When I felt that doubt creep into the back of my mind at BlogHer, I did what I always do. I told myself to get the hell over it and ask those nice looking women if I could sit at their table for lunch. Then I pulled up a chair, sat down, and had a great conversation.
I am not always tuned into the feelings of others. I'm a bit socially awkward, but not because I'm shy. I'm a bit reserved, but I think pretty much anyone who met me at BlogHer can tell you that I'm not a shy person. I just don't easily read social cues. Or I read them too closely. Being social, being tuned into others, is exhausting for me. But I've never worried that someone wouldn't like me. I mean, yeah, I'm sure there are people who do not like me. I just don't worry about it all that much.
I'm not sure why it is that I have this self-confidence. I'm sure it had something to do with the way I was raised, the experiences I had. Yeah, Junior High sucked, but I have yet to meet a person who actually enjoyed being 13. High school was fun for me, not filled with angst. But I think some of my inner peace is related to how I view my body.
I began swimming competitively when I was 8 and continued for the next 10 years.
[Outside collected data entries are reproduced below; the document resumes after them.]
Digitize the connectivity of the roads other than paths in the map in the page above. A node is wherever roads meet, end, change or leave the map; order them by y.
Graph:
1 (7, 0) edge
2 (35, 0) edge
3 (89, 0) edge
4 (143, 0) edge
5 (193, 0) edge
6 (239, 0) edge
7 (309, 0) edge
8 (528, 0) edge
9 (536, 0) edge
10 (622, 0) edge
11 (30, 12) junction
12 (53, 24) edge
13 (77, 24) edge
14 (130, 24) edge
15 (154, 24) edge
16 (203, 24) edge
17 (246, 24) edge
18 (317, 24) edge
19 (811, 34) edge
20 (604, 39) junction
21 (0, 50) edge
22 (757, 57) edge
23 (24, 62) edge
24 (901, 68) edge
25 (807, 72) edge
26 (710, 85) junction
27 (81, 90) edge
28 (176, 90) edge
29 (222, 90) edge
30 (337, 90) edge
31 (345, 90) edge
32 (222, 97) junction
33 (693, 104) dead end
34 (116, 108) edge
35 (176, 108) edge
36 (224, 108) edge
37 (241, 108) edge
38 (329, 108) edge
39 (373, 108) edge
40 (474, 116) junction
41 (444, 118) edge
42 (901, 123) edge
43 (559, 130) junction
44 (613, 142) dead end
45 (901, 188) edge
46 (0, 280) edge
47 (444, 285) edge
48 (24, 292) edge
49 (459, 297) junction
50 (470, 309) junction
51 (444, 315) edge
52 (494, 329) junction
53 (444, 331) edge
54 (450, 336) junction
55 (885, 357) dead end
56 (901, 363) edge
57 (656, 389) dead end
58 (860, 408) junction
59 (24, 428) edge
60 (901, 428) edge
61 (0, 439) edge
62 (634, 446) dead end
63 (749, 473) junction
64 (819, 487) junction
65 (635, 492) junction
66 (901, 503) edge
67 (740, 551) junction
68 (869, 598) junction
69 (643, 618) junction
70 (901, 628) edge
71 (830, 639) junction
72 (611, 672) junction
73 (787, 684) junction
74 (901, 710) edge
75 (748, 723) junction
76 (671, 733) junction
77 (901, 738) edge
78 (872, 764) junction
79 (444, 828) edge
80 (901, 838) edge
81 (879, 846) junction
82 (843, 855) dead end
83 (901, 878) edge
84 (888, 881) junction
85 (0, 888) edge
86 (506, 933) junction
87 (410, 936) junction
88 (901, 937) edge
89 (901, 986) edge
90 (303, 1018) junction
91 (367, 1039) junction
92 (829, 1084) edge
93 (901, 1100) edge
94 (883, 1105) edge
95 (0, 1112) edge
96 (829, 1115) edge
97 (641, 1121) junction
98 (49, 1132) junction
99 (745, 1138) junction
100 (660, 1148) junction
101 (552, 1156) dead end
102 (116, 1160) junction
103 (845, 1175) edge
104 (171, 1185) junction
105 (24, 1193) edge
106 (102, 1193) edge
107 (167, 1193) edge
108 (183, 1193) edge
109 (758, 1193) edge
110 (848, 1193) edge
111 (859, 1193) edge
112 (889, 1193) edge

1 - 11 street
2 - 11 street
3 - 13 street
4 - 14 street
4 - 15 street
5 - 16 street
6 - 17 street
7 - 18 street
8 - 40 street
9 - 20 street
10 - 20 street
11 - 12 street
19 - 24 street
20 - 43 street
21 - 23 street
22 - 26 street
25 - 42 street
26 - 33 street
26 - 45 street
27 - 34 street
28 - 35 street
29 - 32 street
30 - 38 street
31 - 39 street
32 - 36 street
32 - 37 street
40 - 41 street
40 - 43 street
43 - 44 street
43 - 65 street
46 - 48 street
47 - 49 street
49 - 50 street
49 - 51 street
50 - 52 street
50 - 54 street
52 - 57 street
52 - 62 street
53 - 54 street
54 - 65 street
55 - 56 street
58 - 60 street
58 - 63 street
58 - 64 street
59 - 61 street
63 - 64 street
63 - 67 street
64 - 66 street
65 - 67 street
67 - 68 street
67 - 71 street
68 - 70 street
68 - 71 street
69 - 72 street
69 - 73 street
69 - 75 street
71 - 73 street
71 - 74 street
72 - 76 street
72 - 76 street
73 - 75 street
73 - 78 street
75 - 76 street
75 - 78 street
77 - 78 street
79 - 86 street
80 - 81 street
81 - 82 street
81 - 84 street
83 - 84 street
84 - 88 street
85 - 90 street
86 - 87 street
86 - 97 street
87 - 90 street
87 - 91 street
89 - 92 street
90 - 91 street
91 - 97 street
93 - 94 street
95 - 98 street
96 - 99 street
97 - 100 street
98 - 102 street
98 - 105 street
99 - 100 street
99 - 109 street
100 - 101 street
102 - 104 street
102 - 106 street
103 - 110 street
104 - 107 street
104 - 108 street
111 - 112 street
Sure, I had some soccer, baseball, softball, and gymnastics thrown in there for good measure, but I was a swimmer. Every day, sometimes twice a day for 10 years I pushed myself physically and emotionally. My body was not just a pretty shell for the latest clothes and a boy to admire. It was a machine, a functional, beautiful machine that I could push to incredible heights. To be honest, I still consider myself a swimmer, an athlete, despite my current pathetic lack of muscle tone. It's just part of who I am.
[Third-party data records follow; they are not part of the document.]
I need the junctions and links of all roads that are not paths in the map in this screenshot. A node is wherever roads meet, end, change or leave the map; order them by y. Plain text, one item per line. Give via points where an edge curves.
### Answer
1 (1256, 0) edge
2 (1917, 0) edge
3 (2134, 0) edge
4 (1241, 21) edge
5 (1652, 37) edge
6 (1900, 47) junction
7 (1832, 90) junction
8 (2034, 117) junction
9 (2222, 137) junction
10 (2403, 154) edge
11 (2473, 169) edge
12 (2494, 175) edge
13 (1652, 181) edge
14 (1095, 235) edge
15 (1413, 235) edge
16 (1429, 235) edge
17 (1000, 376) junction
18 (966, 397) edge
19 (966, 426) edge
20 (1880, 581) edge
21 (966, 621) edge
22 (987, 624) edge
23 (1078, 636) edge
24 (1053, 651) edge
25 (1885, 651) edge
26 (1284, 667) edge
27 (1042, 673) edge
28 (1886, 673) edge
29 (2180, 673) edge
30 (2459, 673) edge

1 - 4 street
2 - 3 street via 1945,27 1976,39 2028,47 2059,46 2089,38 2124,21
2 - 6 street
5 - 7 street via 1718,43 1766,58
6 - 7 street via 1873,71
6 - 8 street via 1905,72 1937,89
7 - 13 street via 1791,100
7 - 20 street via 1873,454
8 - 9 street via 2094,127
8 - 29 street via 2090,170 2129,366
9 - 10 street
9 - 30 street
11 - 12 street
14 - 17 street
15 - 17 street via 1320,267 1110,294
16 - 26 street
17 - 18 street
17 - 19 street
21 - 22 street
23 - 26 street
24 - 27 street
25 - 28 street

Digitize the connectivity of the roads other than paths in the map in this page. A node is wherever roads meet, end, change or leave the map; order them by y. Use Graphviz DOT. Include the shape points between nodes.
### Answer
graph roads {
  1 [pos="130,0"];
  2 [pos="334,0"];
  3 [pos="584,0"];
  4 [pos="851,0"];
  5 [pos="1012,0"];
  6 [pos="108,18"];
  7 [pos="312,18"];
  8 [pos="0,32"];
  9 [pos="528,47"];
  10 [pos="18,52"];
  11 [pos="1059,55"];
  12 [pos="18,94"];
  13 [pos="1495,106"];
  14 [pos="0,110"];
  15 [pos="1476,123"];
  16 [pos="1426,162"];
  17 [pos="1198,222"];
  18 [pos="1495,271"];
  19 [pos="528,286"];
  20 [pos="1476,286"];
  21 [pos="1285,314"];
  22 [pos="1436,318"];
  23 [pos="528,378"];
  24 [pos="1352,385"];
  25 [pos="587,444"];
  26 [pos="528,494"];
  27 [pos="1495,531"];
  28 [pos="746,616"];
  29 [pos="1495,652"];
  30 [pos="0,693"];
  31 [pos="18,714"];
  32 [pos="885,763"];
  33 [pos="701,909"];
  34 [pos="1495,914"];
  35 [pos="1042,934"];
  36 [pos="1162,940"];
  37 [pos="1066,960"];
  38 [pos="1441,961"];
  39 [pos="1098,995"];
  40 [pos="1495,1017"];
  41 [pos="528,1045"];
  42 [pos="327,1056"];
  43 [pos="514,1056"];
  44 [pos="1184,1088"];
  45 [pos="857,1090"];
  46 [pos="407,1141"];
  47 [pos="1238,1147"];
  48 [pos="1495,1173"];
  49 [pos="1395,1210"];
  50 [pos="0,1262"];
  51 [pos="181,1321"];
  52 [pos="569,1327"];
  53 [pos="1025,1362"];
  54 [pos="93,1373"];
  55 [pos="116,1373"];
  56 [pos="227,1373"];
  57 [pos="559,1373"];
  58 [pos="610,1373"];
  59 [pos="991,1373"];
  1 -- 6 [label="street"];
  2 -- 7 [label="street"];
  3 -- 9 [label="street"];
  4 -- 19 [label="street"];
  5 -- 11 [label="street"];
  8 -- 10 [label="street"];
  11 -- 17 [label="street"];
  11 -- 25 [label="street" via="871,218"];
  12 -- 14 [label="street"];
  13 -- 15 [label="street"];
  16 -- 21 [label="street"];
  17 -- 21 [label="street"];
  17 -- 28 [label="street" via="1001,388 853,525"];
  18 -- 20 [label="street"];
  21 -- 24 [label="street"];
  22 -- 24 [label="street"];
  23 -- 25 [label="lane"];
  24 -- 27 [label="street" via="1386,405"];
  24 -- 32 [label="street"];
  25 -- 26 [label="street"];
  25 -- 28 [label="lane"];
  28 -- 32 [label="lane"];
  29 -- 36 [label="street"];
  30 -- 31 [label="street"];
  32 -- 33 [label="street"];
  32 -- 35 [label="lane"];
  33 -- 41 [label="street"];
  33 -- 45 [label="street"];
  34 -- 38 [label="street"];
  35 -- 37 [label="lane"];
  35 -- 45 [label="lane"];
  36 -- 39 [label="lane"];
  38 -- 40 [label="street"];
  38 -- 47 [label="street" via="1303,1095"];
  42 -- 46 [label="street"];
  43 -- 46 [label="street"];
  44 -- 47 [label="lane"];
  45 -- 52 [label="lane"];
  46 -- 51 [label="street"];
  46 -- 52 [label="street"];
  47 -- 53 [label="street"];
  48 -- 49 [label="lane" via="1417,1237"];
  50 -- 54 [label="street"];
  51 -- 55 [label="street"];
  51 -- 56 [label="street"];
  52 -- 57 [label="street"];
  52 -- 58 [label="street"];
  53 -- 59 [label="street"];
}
During those crucial pre-adolescent and adolescent years when I was becoming aware of myself as a social and physical creature, I had a place where I always fit in. At swim practice I had friends who saw me as an athlete, just like them. While my "friends" at school might suddenly decide to stop speaking to me because I didn't have the right jeans, my swim mates didn't care because I had a kick-ass breaststroke.
Even now, 15 years and I'm not going to say how many pounds later, that confidence remains. It's an indelible part of me that I completely take for granted. It has nothing to do with my physical appearance and everything to do with the person I am inside. Losing weight, for me, is a path to a healthier lifestyle, not the route to happiness and self-actualization. I so take this confidence of mine for granted, that pinning down the source now, at 34, is difficult for me.
In discussions with my friends, I realize that most women are not like me.
Many, many women I know have a very skewed image of themselves wrapped up in either a cruel and damaged childhood or their worth as a ratio of physical appearance to weight, a sort of masochistic fraction. Despite grades, education, marriage and children, many of my friends still don't see themselves as worthy of love and happiness.
What is it that causes this? Is it simply society's emphasis on the physical, the shallow, the conformist? Or is it something more? Does parenting come into play? Or many confounding elements made up of all of our past experiences?
I'd really like to know, so please tell me what you think in the comments. And tell me what you think we can do to make sure that our girls have confidence beyond their smooth faces and trim bodies.
In the meantime, I'll concentrate on raising my boys to know not just their own worth, but the worth of women.
* I'm not going to name my roomie or link to her unless she gives me the go ahead. Some of my regular readers know who she is and that's fine. But she has a private blog and I think she would prefer that her family not read this. So if you do know who she is, please don't mention her name in the comments.